== What is being asked ==
Which lines in the data below contain the word "between"? Copy each of them.
-------------------------
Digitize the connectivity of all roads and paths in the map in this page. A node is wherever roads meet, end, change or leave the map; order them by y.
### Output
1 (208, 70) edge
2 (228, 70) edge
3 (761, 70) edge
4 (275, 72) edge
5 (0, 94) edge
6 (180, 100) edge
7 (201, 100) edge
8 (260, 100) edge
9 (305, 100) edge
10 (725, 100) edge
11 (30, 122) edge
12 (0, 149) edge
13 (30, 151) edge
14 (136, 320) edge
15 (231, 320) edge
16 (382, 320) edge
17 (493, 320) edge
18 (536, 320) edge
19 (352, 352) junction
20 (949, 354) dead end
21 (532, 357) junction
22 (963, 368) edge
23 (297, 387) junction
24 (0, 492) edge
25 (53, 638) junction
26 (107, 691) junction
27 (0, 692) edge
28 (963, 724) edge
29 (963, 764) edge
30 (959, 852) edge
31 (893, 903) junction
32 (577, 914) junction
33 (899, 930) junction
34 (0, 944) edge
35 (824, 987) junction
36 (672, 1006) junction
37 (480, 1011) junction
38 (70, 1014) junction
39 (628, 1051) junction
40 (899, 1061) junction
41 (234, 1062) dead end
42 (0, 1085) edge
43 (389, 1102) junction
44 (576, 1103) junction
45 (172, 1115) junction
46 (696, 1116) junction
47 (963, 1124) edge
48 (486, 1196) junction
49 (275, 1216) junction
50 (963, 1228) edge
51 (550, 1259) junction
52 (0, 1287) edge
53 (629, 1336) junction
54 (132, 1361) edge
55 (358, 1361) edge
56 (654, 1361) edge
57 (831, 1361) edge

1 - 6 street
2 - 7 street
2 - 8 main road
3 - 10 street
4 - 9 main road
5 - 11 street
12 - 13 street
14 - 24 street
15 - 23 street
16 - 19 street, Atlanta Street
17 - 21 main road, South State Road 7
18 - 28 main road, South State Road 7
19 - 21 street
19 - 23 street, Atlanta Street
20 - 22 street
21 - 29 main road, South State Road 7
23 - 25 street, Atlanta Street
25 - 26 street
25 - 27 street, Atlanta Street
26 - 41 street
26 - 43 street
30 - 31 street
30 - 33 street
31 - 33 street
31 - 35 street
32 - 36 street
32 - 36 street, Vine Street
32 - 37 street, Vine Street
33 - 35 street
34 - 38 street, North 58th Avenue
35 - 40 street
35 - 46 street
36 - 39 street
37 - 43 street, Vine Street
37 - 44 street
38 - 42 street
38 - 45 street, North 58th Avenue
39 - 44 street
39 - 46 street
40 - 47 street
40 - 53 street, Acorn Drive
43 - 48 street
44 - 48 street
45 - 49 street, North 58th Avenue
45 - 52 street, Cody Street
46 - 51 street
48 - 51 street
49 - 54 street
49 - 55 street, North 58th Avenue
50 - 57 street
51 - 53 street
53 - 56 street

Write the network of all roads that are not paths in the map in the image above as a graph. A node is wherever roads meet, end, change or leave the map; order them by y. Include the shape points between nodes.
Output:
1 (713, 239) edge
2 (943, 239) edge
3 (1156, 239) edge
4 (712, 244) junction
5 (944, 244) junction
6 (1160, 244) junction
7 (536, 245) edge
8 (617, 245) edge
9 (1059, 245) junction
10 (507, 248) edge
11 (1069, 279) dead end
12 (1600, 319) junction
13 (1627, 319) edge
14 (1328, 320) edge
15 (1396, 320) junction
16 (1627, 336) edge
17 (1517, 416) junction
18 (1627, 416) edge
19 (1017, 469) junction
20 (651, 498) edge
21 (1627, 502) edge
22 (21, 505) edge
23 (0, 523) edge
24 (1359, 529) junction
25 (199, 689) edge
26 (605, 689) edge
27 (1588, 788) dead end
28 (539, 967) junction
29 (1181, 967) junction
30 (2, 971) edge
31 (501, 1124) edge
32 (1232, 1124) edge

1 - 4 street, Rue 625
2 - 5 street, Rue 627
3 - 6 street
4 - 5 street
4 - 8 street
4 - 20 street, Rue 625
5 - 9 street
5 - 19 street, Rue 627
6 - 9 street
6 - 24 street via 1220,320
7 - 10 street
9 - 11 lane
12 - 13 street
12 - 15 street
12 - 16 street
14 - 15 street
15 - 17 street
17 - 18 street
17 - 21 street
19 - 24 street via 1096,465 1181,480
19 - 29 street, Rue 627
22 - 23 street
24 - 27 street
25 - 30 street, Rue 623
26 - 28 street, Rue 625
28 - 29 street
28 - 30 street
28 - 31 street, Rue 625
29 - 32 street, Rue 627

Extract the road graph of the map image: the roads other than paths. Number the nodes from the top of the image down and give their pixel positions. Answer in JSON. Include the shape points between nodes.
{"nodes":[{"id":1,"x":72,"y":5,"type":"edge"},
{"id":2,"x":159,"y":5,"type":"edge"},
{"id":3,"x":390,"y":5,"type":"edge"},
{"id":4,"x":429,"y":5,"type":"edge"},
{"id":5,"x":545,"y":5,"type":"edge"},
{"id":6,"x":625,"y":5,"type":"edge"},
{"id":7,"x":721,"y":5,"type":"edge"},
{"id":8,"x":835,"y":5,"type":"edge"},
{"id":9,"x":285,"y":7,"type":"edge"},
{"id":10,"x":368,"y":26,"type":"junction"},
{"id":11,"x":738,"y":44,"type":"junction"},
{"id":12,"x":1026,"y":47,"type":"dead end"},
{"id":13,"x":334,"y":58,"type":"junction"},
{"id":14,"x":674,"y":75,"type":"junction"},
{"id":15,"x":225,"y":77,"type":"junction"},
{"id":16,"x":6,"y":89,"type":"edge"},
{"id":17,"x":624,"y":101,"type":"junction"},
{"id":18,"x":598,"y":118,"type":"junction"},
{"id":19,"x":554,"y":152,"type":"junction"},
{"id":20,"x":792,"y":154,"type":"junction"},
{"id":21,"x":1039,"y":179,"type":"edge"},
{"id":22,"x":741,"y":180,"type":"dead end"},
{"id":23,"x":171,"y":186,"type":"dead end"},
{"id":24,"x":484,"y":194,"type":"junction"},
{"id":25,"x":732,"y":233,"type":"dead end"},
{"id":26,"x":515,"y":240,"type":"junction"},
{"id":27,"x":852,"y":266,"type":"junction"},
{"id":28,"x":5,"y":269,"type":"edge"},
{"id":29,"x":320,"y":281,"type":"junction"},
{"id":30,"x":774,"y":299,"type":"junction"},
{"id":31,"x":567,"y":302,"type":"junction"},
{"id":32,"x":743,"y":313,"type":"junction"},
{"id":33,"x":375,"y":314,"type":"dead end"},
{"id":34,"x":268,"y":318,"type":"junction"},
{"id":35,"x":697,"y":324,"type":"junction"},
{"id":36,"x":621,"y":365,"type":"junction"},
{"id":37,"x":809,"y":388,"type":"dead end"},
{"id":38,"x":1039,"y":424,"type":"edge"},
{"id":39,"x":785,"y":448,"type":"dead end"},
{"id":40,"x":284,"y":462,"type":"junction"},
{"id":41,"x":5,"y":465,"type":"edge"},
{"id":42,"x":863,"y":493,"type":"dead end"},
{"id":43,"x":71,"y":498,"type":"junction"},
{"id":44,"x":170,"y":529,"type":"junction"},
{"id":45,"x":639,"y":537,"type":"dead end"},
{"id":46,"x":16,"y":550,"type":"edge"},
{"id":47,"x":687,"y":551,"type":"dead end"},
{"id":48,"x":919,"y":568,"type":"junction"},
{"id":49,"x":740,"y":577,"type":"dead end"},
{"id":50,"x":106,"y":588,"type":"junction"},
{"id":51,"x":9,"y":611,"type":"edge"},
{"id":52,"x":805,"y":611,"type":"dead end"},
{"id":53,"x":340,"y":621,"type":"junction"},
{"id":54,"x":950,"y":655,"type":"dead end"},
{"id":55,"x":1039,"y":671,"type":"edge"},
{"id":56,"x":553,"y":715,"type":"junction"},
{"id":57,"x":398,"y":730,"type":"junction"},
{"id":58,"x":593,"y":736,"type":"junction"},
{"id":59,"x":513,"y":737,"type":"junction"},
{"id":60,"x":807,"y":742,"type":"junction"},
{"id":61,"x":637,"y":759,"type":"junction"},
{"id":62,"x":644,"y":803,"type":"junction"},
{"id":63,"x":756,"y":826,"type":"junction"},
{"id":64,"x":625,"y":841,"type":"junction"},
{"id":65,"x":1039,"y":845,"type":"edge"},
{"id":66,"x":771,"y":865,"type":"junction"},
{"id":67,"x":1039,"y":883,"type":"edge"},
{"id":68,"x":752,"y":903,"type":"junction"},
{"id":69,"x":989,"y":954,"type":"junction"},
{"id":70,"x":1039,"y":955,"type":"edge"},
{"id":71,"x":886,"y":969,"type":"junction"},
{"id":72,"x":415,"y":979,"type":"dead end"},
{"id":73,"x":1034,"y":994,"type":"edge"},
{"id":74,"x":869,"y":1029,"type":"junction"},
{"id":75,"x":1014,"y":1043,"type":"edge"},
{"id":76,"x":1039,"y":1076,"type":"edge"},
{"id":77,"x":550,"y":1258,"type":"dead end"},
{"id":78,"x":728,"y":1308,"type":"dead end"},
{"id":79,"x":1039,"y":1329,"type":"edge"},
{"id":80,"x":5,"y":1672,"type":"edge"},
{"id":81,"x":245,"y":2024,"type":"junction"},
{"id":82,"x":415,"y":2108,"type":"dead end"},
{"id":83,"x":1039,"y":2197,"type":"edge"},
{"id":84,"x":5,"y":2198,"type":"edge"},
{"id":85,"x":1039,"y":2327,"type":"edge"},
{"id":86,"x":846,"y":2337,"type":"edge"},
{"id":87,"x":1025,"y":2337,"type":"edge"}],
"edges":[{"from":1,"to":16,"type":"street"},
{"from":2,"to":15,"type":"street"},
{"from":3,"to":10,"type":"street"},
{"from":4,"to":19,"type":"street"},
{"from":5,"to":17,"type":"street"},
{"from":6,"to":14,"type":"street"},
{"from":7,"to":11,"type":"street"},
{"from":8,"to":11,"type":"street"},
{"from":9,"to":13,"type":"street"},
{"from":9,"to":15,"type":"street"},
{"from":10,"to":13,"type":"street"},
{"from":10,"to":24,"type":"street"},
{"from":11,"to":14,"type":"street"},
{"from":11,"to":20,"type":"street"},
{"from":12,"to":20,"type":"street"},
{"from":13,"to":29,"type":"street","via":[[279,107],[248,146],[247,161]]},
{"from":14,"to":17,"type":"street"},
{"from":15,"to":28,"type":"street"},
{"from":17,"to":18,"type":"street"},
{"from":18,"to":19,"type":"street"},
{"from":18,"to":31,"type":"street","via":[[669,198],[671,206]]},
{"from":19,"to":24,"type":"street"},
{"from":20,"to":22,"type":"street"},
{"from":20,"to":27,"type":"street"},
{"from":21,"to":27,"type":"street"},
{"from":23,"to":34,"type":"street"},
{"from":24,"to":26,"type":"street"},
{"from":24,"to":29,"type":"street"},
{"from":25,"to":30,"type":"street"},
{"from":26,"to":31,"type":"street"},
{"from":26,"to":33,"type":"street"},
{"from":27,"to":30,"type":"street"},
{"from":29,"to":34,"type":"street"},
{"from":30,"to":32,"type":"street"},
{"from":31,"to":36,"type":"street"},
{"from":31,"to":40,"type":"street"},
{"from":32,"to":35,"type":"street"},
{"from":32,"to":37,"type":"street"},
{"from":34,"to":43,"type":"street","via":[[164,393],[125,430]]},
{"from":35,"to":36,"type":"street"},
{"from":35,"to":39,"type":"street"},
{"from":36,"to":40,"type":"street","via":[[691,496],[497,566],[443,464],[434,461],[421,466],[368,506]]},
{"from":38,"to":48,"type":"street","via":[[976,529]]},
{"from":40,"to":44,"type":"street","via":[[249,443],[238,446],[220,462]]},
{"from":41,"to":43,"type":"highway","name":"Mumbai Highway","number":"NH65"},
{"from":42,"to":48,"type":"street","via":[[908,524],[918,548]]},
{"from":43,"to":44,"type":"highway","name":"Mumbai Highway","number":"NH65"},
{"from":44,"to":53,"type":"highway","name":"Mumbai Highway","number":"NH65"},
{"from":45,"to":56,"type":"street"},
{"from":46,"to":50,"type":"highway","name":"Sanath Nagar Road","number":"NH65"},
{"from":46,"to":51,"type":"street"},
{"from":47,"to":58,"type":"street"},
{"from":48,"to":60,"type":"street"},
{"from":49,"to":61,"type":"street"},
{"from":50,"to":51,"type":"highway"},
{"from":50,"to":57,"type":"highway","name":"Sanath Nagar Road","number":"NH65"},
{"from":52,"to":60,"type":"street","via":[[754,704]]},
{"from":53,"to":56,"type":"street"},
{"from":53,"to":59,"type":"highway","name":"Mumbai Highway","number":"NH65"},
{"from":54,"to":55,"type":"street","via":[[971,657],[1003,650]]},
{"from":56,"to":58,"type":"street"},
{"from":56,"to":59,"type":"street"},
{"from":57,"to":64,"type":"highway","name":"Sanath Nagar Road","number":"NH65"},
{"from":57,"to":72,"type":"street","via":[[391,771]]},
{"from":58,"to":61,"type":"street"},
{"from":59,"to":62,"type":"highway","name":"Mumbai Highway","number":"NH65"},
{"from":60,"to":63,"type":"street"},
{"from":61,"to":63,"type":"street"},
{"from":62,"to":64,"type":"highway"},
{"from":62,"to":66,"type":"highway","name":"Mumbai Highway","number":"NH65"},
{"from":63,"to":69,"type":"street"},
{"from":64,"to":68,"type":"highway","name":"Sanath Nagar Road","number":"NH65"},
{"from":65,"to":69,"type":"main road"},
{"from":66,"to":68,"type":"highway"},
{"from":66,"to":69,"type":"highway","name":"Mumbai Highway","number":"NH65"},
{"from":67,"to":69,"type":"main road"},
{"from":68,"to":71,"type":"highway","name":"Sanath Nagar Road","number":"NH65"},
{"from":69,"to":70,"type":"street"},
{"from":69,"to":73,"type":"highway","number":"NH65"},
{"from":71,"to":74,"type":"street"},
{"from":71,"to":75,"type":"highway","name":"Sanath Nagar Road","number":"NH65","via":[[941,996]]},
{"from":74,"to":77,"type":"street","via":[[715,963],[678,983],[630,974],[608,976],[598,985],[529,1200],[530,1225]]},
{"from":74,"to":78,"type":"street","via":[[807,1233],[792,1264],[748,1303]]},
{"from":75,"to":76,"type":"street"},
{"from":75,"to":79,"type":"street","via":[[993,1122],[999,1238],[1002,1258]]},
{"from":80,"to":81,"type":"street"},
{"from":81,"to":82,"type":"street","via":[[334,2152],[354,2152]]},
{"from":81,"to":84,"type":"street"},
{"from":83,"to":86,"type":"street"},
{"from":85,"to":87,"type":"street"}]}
-------------------------
== Result ==
Write the network of all roads that are not paths in the map in the image above as a graph. A node is wherever roads meet, end, change or leave the map; order them by y. Include the shape points between nodes.
Extract the road graph of the map image: the roads other than paths. Number the nodes from the top of the image down and give their pixel positions. Answer in JSON. Include the shape points between nodes.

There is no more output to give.